MEU PAI, ETERNO AMIGO, Paul Newman, 1984
por Jacques Vallée


Um operário da construção civil não recuperado do falecimento de sua esposa convive com dificuldades com um filho que deseja se tornar escritor.

Como em Rachel, Rachel e O Preço da Solidão, os personagens são vistos com um respeito, uma exatidão e uma ausência de ornamentos, o quê fornece uma pungente impressão de captação da verdade humana. Talvez o segredo de Newman realizador seja tão simples quanto possa parecer seu filme. Ele jamais parece subordinado a qualquer efeito, a qualquer programa, a qualquer discurso ou mesmo a qualquer narrativa. Isso que tem por efeito desestimular a interpretação pode enganar o espectador desatento que irá rapidamente assimilá-lo a um vazio cinematográfico. Ora, se Paul Newman é um dos maiores cineastas da segunda metade do século XX, é que, centrando-se quase que exclusivamente sobre os homens e as mulheres que filma, ele atinge milagres de mise en scène.
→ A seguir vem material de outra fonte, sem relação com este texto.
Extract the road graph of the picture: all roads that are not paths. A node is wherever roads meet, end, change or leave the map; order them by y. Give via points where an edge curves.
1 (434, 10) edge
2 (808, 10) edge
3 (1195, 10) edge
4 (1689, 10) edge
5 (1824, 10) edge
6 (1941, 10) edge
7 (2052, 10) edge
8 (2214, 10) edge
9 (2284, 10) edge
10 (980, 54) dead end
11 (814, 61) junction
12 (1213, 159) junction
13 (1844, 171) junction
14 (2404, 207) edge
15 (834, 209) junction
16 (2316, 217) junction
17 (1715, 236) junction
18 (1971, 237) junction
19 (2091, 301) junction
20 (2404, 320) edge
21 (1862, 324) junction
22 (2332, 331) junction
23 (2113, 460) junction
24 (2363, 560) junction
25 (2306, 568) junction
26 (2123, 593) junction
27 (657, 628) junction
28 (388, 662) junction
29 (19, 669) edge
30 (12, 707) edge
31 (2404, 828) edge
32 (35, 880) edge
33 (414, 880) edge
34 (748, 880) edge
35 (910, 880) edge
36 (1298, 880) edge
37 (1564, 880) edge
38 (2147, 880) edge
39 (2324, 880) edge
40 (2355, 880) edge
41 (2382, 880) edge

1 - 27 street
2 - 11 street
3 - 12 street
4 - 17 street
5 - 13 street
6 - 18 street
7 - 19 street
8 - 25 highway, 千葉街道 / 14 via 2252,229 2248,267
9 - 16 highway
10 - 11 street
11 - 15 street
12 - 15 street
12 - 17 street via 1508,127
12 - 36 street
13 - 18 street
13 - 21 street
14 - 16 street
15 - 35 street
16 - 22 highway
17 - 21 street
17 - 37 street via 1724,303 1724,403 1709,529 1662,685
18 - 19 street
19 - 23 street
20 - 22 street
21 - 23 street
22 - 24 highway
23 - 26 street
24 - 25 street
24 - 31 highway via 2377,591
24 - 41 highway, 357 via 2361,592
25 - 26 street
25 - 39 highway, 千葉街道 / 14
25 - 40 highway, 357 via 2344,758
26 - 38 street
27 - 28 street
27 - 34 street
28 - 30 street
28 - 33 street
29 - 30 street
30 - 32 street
Tomem por exemplo o momento em que Harry recebe sua filha e seu genro. Não vou lhes contar em detalhes para não estragar o prazer duma eventual descoberta e porque apresentar as múltiplas questões dessa seqüência seria longo e fastidioso. Saibam simplesmente que há aqui uma idéia de gênio que se chamará idéia do papelão. Por que a idéia do papelão é uma idéia de gênio? É porque ela faz passar, num piscar de olhos, o espectador do riso às lágrimas, da cumplicidade à piedade para com Harry, em resumo porque ela condensa e restitui com uma emocionante evidência a complexidade do personagem. De momentos como esse o filme é repleto. Momentos que me fazem dizer que Meu Pai, Eterno Amigo é um dos mais belos filmes jamais feitos sobre o amor filial.

Deve-se dizer que Newman realizador é aqui ajudado por Newman ator e que Newman ator nunca pôde talvez ser tão bom. Sem a menor afetação, ele exprime toda a fragilidade de seu personagem, secretamente minado pela amargura e pela fragilidade. Ajudado por seu filho, não obstante ele obtém ao final do filme uma dignidade que nos lembra que Paul Newman, mesmo quando desapegado do ouropel do seu mito, é decididamente a classe em estado puro. No mais, sua esposa Joanne Woodward tem aqui apenas um papel secundário, mas as cenas deles juntos liberam uma emoção, provocam uma extraordinária empatia e elas bastariam para tornar Meu Pai, Eterno Amigo infinitamente precioso.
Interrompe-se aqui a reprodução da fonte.